Husky Energy swallowed in $23.6 billion Cenovus takeover

Cenovos Energy moves boldly back into Saskatchewan by buying the provinces historically largest oil producer

Western Investor
January 7, 2021

Husky’s Rush Lake thermal project near Lloydminster, Saskatchewan. | Brian Zinchuk
— Husky’s Rush Lake thermal project near Lloydminster, Saskatchewan. | Brian Zinchuk

Calgary-based Cenovus Energy completed its acquisition of Husky Energy on January 1, 2020,  in an all-stock transaction valued at $23.6 billion, inclusive of debt.

The landmark deal marked the end of one of the most significant and prominent players in the Saskatchewan oilpatch for three-quarters of a century. It also means a return to Saskatchewan of Cenovus, whose roots go back to the founding of the Canadian Pacific Railway.

Husky’s origins in the Lloydminster area trace to 1946, when it relocated a shut-down refinery from Riverton, Wyoming to the Alberta side of Lloydminster. Husky grew to become the dominant player in the northwest Saskatchewan oilpatch, and the largest producer in Saskatchewan for decades. In recent years, it was briefly supplanted by Crescent Point Energy for the number of barrels produced per day.

Cenovus had recently exited Saskatchewan, with its $940 million sale of its controlling interest in the Weyburn Unit to Whitecap Resources in 2017, part of its efforts to finance the $17.7 billion purchase of ConocoPhillip’s 50 per cent interest in jointly owned oilsands venture and deep basin conventional assets. Its acquisition of Husky marks Cenovus’ return to Saskatchewan in the biggest way possible, buying the province’s historically largest producer.

In 2009, Cenovus was spun out of EnCana, with Cenovus taking over the major oil plays, including the Weyburn Unit, and Encana focusing on natural gas. EnCana had previously been PanCanadian until 2002. PanCanadian’s roots, as a division of Canadian Pacific Railways, went back as far as the 1880s, with the discovery of natural gas near Medicine Hat. 

As recently as 2017, Husky had been taking a hard look at developing an additional 30,000 barrel-per-day asphalt refinery at Lloydminster, but those plans had since been shelved.
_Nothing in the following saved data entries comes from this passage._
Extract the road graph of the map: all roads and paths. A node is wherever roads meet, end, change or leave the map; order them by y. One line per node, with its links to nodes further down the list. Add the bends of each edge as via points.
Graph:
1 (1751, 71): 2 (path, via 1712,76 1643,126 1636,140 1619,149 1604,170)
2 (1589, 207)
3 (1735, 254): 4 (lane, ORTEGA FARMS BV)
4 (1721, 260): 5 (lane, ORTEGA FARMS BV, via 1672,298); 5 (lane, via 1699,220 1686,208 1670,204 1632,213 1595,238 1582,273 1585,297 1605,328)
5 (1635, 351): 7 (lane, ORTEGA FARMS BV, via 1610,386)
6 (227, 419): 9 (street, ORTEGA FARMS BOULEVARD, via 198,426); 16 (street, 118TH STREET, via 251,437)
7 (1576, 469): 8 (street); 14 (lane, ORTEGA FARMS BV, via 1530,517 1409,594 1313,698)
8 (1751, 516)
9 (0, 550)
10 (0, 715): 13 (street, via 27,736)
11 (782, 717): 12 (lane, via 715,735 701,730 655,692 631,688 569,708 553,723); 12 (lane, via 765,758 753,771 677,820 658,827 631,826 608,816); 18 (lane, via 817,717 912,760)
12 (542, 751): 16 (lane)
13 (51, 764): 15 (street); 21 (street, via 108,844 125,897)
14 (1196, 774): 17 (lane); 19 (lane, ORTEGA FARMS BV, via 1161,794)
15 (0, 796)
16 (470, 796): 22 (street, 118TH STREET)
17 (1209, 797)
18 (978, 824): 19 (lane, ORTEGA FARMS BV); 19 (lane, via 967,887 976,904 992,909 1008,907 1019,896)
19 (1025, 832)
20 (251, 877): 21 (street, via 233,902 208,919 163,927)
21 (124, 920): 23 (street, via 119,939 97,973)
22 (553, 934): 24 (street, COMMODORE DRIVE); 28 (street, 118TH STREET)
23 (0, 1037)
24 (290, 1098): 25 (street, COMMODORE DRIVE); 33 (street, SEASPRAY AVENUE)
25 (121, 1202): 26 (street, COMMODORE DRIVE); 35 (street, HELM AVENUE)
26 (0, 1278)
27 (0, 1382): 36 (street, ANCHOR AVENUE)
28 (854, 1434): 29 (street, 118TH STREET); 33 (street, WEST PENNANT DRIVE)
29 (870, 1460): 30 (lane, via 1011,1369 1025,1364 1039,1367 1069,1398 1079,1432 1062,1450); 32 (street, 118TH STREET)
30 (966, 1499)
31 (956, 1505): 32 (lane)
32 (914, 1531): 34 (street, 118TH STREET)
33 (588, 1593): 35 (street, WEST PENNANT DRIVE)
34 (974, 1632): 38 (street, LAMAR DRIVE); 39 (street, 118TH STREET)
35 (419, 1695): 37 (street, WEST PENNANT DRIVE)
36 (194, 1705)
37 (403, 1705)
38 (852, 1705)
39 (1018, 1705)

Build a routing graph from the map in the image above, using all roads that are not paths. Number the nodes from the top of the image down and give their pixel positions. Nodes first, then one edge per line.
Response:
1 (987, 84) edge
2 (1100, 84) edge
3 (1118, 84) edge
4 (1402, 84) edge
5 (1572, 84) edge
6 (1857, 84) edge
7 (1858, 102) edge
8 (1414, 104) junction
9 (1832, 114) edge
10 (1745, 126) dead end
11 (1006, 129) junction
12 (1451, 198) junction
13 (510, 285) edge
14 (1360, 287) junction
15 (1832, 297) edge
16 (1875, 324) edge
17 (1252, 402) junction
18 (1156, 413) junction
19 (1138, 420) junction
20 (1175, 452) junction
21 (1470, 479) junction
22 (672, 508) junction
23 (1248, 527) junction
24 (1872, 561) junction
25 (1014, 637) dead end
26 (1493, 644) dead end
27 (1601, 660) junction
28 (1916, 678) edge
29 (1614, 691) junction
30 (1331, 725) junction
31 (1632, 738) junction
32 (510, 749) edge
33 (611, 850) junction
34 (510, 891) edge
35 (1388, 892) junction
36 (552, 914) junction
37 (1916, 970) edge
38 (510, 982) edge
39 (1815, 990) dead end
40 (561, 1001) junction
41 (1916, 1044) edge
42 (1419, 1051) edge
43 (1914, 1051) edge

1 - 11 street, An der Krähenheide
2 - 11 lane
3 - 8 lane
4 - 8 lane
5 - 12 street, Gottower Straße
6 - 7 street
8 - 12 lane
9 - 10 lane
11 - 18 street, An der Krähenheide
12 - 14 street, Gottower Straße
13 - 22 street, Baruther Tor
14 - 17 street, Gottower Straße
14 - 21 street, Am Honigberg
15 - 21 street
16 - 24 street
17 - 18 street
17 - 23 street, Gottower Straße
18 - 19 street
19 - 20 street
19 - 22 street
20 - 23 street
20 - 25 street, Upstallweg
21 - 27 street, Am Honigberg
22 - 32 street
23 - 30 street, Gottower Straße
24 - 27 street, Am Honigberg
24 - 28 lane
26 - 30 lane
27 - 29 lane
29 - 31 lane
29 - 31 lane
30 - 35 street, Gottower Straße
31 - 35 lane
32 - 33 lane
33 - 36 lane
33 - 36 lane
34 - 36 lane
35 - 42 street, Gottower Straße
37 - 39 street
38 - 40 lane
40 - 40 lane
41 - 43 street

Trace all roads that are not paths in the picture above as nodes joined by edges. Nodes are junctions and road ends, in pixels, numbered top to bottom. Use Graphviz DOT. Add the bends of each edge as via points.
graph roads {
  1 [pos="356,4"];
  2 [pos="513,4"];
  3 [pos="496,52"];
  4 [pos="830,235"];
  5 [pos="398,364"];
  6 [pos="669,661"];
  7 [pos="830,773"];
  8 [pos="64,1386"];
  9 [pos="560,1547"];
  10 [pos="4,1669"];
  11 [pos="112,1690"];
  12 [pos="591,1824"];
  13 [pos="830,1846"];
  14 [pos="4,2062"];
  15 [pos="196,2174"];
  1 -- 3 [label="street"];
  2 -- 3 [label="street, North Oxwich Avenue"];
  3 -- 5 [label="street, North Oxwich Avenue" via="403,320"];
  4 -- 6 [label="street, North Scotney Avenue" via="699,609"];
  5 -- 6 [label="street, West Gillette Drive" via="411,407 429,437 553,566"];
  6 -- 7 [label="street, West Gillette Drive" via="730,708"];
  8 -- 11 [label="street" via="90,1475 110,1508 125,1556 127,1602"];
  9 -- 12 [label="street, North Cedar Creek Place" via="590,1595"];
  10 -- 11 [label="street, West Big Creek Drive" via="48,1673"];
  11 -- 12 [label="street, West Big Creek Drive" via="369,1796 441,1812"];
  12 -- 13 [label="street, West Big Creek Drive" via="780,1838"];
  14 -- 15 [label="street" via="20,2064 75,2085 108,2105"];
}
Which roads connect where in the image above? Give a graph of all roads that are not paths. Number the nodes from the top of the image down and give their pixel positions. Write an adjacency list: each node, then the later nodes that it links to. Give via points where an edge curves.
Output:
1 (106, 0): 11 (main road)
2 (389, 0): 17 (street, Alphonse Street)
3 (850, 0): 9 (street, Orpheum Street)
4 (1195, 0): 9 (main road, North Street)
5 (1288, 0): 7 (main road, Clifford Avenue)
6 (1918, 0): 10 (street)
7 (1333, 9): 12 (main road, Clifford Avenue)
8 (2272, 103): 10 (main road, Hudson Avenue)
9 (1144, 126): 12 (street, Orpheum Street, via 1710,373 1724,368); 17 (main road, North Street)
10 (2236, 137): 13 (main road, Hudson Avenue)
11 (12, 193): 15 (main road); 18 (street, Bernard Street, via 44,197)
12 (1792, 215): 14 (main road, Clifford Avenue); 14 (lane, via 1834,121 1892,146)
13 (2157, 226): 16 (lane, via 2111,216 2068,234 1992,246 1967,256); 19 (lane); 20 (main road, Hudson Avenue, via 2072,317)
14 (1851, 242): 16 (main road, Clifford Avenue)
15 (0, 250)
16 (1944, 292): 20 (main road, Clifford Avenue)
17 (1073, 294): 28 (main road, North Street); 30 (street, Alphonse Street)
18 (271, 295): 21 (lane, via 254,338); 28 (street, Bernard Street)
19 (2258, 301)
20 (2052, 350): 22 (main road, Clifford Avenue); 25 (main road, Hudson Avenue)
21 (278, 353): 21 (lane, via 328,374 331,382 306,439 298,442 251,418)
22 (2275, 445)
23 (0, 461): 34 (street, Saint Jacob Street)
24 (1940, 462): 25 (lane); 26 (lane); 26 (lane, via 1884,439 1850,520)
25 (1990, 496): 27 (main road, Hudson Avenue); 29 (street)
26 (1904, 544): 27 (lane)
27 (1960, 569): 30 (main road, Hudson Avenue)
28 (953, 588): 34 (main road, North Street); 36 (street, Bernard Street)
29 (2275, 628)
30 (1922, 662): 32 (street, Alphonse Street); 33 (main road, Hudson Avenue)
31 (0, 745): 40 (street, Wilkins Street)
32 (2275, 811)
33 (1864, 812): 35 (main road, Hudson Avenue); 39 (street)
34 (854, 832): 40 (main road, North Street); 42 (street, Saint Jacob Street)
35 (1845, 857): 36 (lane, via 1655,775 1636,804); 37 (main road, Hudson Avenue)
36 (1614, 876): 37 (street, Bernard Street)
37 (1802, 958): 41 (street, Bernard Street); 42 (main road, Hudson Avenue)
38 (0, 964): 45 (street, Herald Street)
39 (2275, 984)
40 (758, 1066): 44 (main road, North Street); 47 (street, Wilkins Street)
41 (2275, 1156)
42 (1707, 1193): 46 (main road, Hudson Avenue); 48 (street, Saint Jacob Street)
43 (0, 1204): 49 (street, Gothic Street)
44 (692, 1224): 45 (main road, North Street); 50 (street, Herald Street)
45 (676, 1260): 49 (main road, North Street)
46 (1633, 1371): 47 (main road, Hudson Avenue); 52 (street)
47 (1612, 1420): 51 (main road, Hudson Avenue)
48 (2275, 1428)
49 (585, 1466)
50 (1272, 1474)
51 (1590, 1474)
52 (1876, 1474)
The commissioning of one of its most recent thermal projects, Spruce Lake Central, had been delayed in 2020 due to the oil crash related to the COVID-19 pandemic, but it was later completed and brought online.

The merged company will operate under the Cenovus Energy name and will be headed by Alex Pourbaix, president and CEO. It will produce approximately 750,000 barrels of oil equivalent per day with refining capacity of approximately 660,000 barrels per day. The combined company is the third largest Canadian oil and natural gas producer and Canada’s second largest refiner and upgrader.